Majority believe existing disability benefits are inadequate, eliminating disability poverty is ‘the right thing to do’
(Vancouver, BC) — A national poll reveals that a substantial majority of Canadians support fast action by the federal government to end disability poverty.
In an Angus Reid poll released today, 89 per cent of Canadians said they were in favour of a Canadian Disability Benefit as proposed by the federal government. The majority support the benefit because it’s “the right thing to do” (57 per cent) and because the current levels of support for disabled people are inadequate (59 per cent). Eighty-eight per cent agreed with the statement: “It’s time the country came together to end disability poverty.”
The online survey includes viewpoints of a randomized sample of 2,103 Canadians from the general population and 858 Canadians living with disability. It was commissioned by Planned Lifetime Advocacy Network (PLAN), a non-profit based in Vancouver, on behalf of the newly launched national disability-led movement, Disability without Poverty.

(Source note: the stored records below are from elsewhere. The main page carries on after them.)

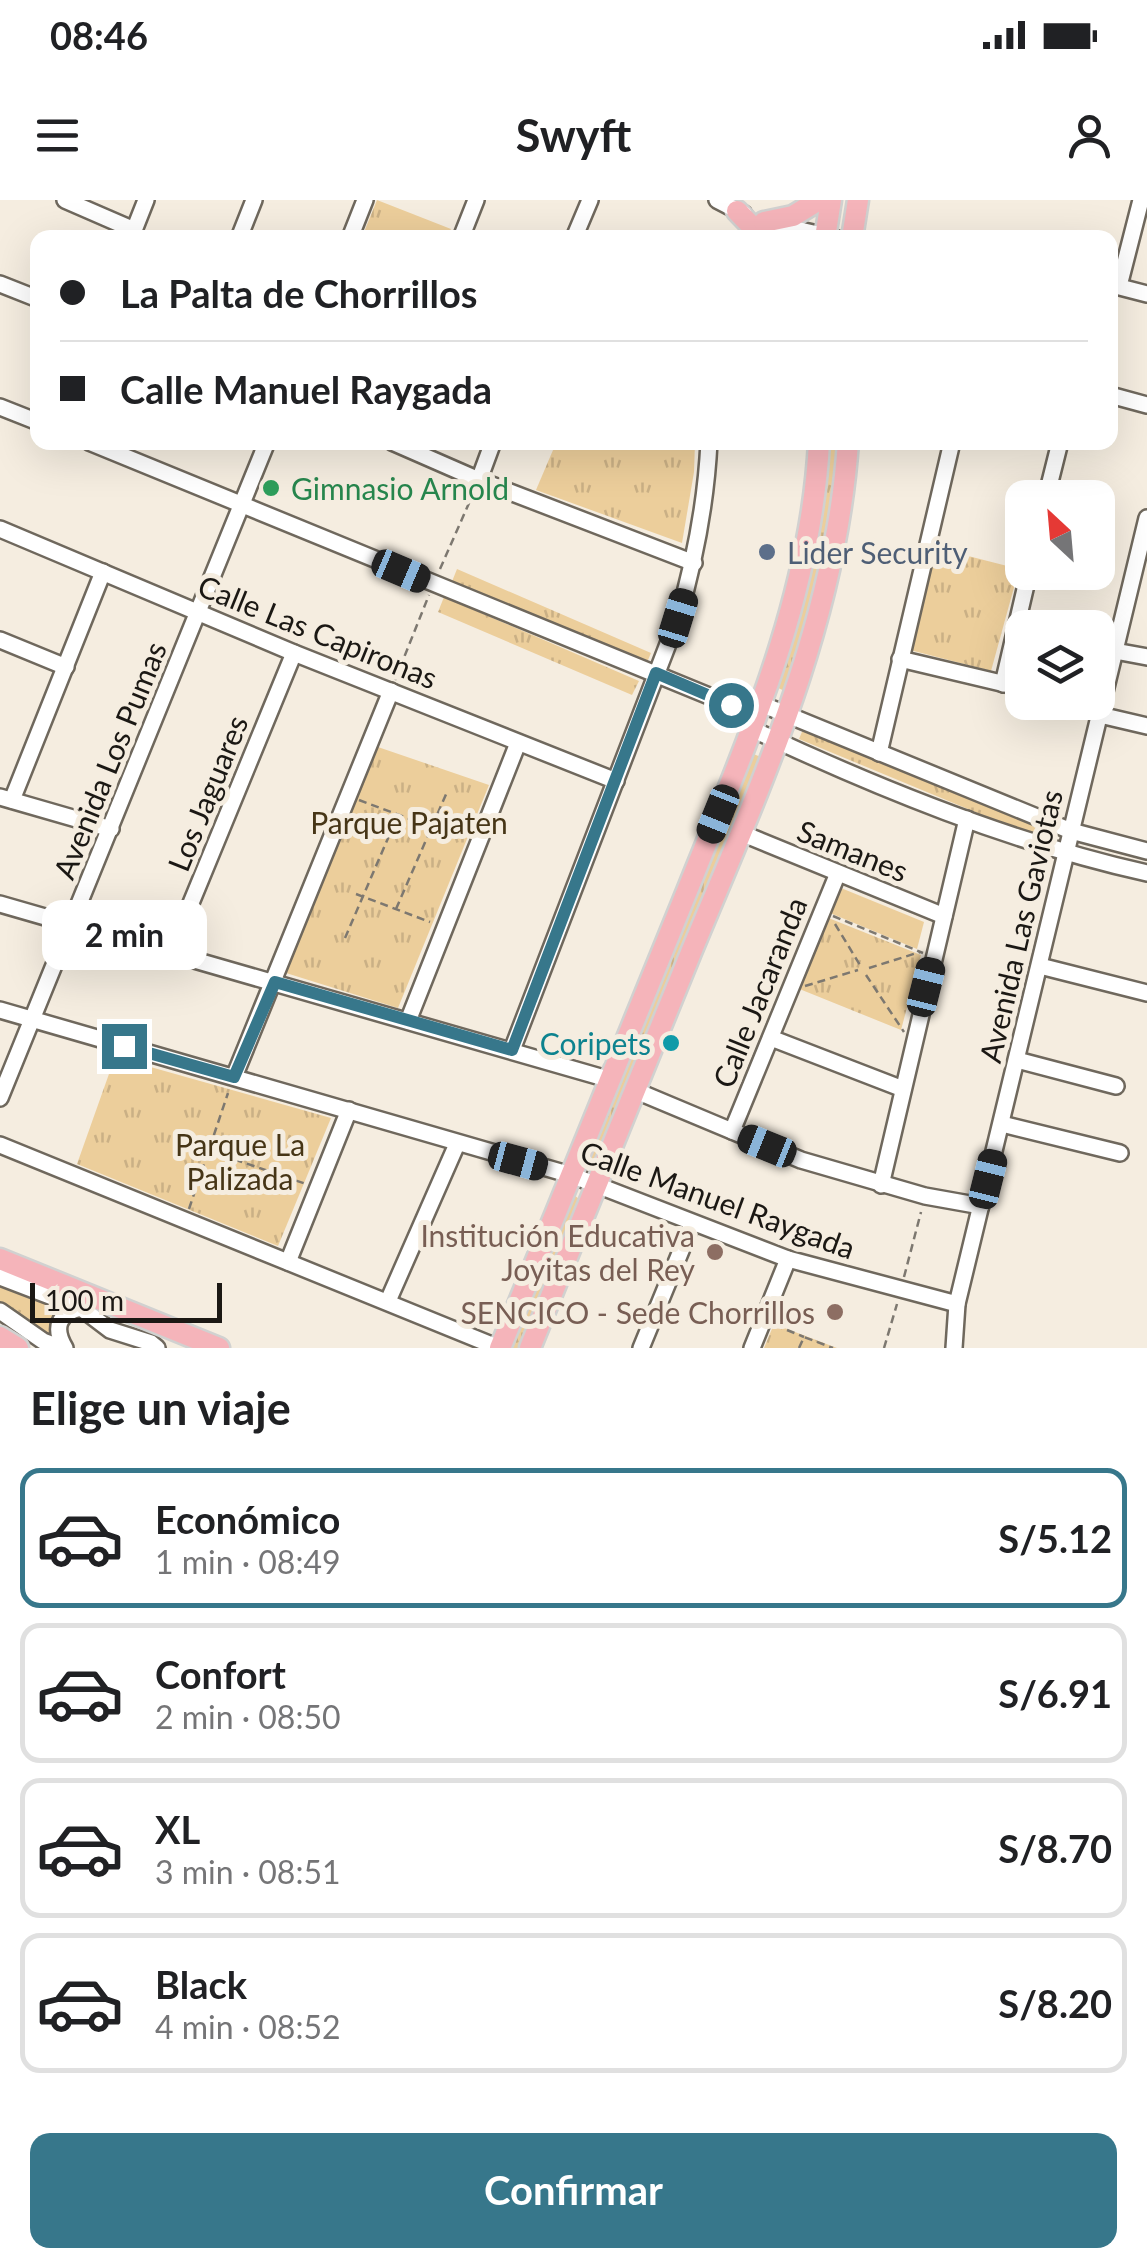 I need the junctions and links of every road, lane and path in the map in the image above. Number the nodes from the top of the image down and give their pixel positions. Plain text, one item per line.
1 (65, 200) edge
2 (146, 200) edge
3 (254, 200) edge
4 (365, 200) edge
5 (476, 200) edge
6 (590, 200) edge
7 (717, 200) edge
8 (819, 200) edge
9 (831, 200) edge
10 (858, 200) edge
11 (1141, 200) edge
12 (737, 211) joint
13 (125, 230) edge
14 (135, 230) edge
15 (241, 230) edge
16 (353, 230) edge
17 (464, 230) edge
18 (577, 230) edge
19 (764, 230) edge
20 (829, 230) edge
21 (853, 230) edge
22 (1118, 275) edge
23 (0, 284) edge
24 (1118, 286) edge
25 (1147, 294) edge
26 (30, 297) edge
27 (1118, 397) edge
28 (1147, 405) edge
29 (0, 407) edge
30 (30, 419) edge
31 (108, 450) edge
32 (264, 450) edge
33 (410, 450) edge
34 (490, 450) edge
35 (708, 450) edge
36 (818, 450) edge
37 (847, 450) edge
38 (950, 450) edge
39 (1058, 450) edge
40 (478, 480) junction
41 (1050, 480) edge
42 (242, 503) junction
43 (1147, 518) edge
44 (0, 529) edge
45 (694, 562) junction
46 (103, 572) junction
47 (432, 585) junction
48 (1024, 590) edge
49 (199, 612) junction
50 (0, 640) edge
51 (1115, 651) joint
52 (294, 653) junction
53 (1147, 658) edge
54 (900, 660) junction
55 (66, 667) junction
56 (656, 673) junction
57 (1003, 684) joint
58 (391, 691) junction
59 (762, 704) junction
60 (731, 705) junction
61 (787, 714) junction
62 (1115, 716) edge
63 (1099, 720) edge
64 (1147, 726) edge
65 (752, 730) junction
66 (778, 742) junction
67 (518, 743) junction
68 (879, 753) junction
69 (616, 780) junction
70 (447, 792) dead end
71 (348, 796) junction
72 (6, 799) edge
73 (398, 815) junction
74 (967, 819) junction
75 (432, 828) junction
76 (112, 829) junction
77 (1070, 832) junction
78 (741, 833) junction
79 (1147, 852) edge
80 (1065, 854) junction
81 (838, 873) junction
82 (1147, 873) edge
83 (356, 894) dead end
84 (363, 897) junction
85 (0, 904) edge
86 (396, 909) junction
87 (944, 916) junction
88 (73, 924) junction
89 (444, 928) junction
90 (346, 938) dead end
91 (170, 954) junction
92 (927, 955) junction
93 (1040, 966) junction
94 (869, 968) dead end
95 (866, 975) dead end
96 (275, 982) junction
97 (790, 990) junction
98 (1147, 994) edge
99 (0, 1010) edge
100 (33, 1020) junction
101 (408, 1020) junction
102 (915, 1034) junction
103 (771, 1038) junction
104 (512, 1050) junction
105 (1017, 1060) junction
106 (234, 1077) junction
107 (610, 1080) junction
108 (1116, 1086) dead end
109 (903, 1089) junction
110 (634, 1090) junction
111 (0, 1098) edge
112 (350, 1110) junction
113 (1002, 1124) junction
114 (732, 1131) junction
115 (0, 1144) edge
116 (457, 1144) junction
117 (208, 1150) junction
118 (1120, 1154) dead end
119 (571, 1175) junction
120 (881, 1184) junction
121 (597, 1185) junction
122 (318, 1188) junction
123 (926, 1196) junction
124 (981, 1206) junction
125 (186, 1220) junction
126 (692, 1224) junction
127 (0, 1259) edge
128 (788, 1260) junction
129 (288, 1262) junction
130 (0, 1277) edge
131 (900, 1290) junction
132 (388, 1301) junction
133 (957, 1304) junction
134 (81, 1308) junction
135 (0, 1311) edge
136 (771, 1323) dead end
137 (162, 1325) junction
138 (118, 1332) junction
139 (804, 1338) junction
140 (63, 1348) edge
141 (157, 1348) edge
142 (220, 1348) edge
143 (499, 1348) edge
144 (530, 1348) edge
145 (641, 1348) edge
146 (752, 1348) edge
147 (799, 1348) edge
148 (832, 1348) edge
149 (884, 1348) edge
150 (954, 1348) edge

1 - 13 street
2 - 14 street
3 - 15 street
4 - 16 street
5 - 17 street
6 - 18 street
7 - 12 street
8 - 19 main road
9 - 20 main road
10 - 21 main road
11 - 22 street
12 - 19 main road
23 - 26 street
24 - 25 street
27 - 28 street
29 - 30 street
31 - 42 street
32 - 42 street, Avenida Los Pumas
33 - 40 street
34 - 40 street
35 - 45 street
36 - 59 main road
37 - 61 main road
38 - 54 street
39 - 41 street
40 - 45 street
40 - 47 path
42 - 47 street
42 - 49 street, Avenida Los Pumas
43 - 51 street, Avenida Las Gaviotas
44 - 46 street, Calle Las Capironas
45 - 56 street
46 - 49 street, Calle Las Capironas
46 - 55 street
47 - 56 street
47 - 58 path
48 - 57 street
49 - 52 street, Calle Las Capironas
49 - 76 street, Avenida Los Pumas
50 - 55 street
51 - 53 street
52 - 58 street, Calle Las Capironas
52 - 91 street, Los Jaguares
54 - 57 street
54 - 68 street
55 - 72 street
56 - 60 street
56 - 69 street
58 - 67 street, Calle Las Capironas
58 - 71 street
59 - 60 street
59 - 61 street
59 - 65 main road
60 - 65 street
61 - 66 main road
61 - 68 street
62 - 64 street
63 - 77 street, Avenida Las Gaviotas
65 - 66 street
65 - 107 main road
66 - 74 street
66 - 78 main road
67 - 69 street, Calle Las Capironas
67 - 89 street
68 - 77 street
69 - 104 street
70 - 75 path
71 - 73 path
71 - 96 street
72 - 76 street
73 - 75 path
73 - 84 path
74 - 80 street
74 - 87 street
75 - 86 path
76 - 88 street, Avenida Los Pumas
77 - 79 street
77 - 80 street, Avenida Las Gaviotas
78 - 81 street, Samanes
78 - 110 main road
80 - 82 street
80 - 93 street, Avenida Las Gaviotas
81 - 87 street, Samanes
81 - 97 street, Calle Jacaranda
83 - 84 path
84 - 86 path
84 - 90 path
85 - 88 street
86 - 89 path
87 - 92 street
88 - 91 street
88 - 100 street, Avenida Los Pumas
89 - 101 street
91 - 96 street
92 - 94 path
92 - 97 path
92 - 102 street
93 - 98 street
93 - 105 street, Avenida Las Gaviotas
95 - 102 path
96 - 101 street
96 - 106 street
97 - 103 street, Calle Jacaranda
99 - 100 street, Calle Manuel Raygada
100 - 106 street, Calle Manuel Raygada
100 - 111 street, Avenida Los Pumas
101 - 104 street
102 - 109 street
103 - 109 street
103 - 114 street, Calle Jacaranda
104 - 107 street
105 - 108 street
105 - 113 street, Avenida Las Gaviotas
106 - 112 street, Calle Manuel Raygada
106 - 117 path
107 - 119 main road
109 - 120 street
110 - 114 street
110 - 121 main road
112 - 116 street, Calle Manuel Raygada
112 - 122 street
113 - 118 street
113 - 124 street, Avenida Las Gaviotas
114 - 120 street
115 - 125 street
116 - 119 street, Calle Manuel Raygada
116 - 132 street
117 - 122 path
117 - 125 path
119 - 121 street, Calle Manuel Raygada
119 - 143 main road
120 - 123 street
121 - 126 street, Calle Manuel Raygada
121 - 144 main road
122 - 129 street
123 - 124 street
123 - 131 path
124 - 133 street, Avenida Las Gaviotas
125 - 129 street
126 - 128 street, Calle Manuel Raygada
126 - 145 street
127 - 137 main road
128 - 131 street, Calle Manuel Raygada
128 - 146 street
129 - 132 street
130 - 134 street
131 - 133 street, Calle Manuel Raygada
131 - 149 path
132 - 143 street
133 - 150 street, Avenida Las Gaviotas
134 - 138 street
134 - 140 street
135 - 140 street
136 - 139 path
137 - 138 street
137 - 142 main road
138 - 141 street
139 - 147 path
139 - 148 path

The survey found people living with disability earn significantly less than people with no disabilities and that this gap increases with the severity of the disability. Two in five Canadians living with disability report that they are stressed about money often or all the time.
The survey also found Canadians with and without disability are well aware that living with a disability is costly. Eighty-five per cent of survey respondents living with disability confirmed this reporting they have higher costs of living and extra expenses as a result of their disability, including medical costs and equipment.
“We’re delighted Canadians support what we’ve known all along,” says Rebecca Pauls, Executive Director of PLAN, “that living with a disability comes with higher costs of living.”
“Disability and poverty go hand in hand unfortunately,” says Guillaume Parent, Disability without Poverty’s National Director for French Canada. “According to Statistics Canada, people with disabilities account for 41 per cent of the low-income population,” he adds.
Unfortunately, awareness of current disability benefits is poor. Both people with disabilities (67 per cent) and people without (59 per cent) say they are either not very familiar with supports available or do not know anything about it.
“The Canada Disability Benefit will be on top of existing benefits that disabled people get from provinces and territories,” says Rabia Khedr, Disability without Poverty’s National Director for English Canada. “I’m particularly pleased that the majority of survey respondents said that the Canada Disability Benefit should be set above the poverty level,” she adds.
The survey also reveals that Canadians have little confidence in provincial and federal governments to manage current benefits and that the three-year consultation timeline for the Canadian Disability Benefit is too slow (74 per cent).
“That’s the main reason we organized ourselves into a movement,” says Michelle Hewitt co-chair of Disability Without Poverty. “This job is too big for government to do on its own. We need a united disability movement and the support of all Canadians. It’s an historic occasion. No other government in the world has ever made such a commitment.”
“If done well, The Canadian Disability Benefit will significantly reduce poverty for two million disabled people the way the Guaranteed Income Supplement (GIS) did for seniors and the way the Canada Child Benefit (CCB) lifted 400,000 children out of poverty,” says Luca Patuelli, the other co-chair of Disability Without Poverty.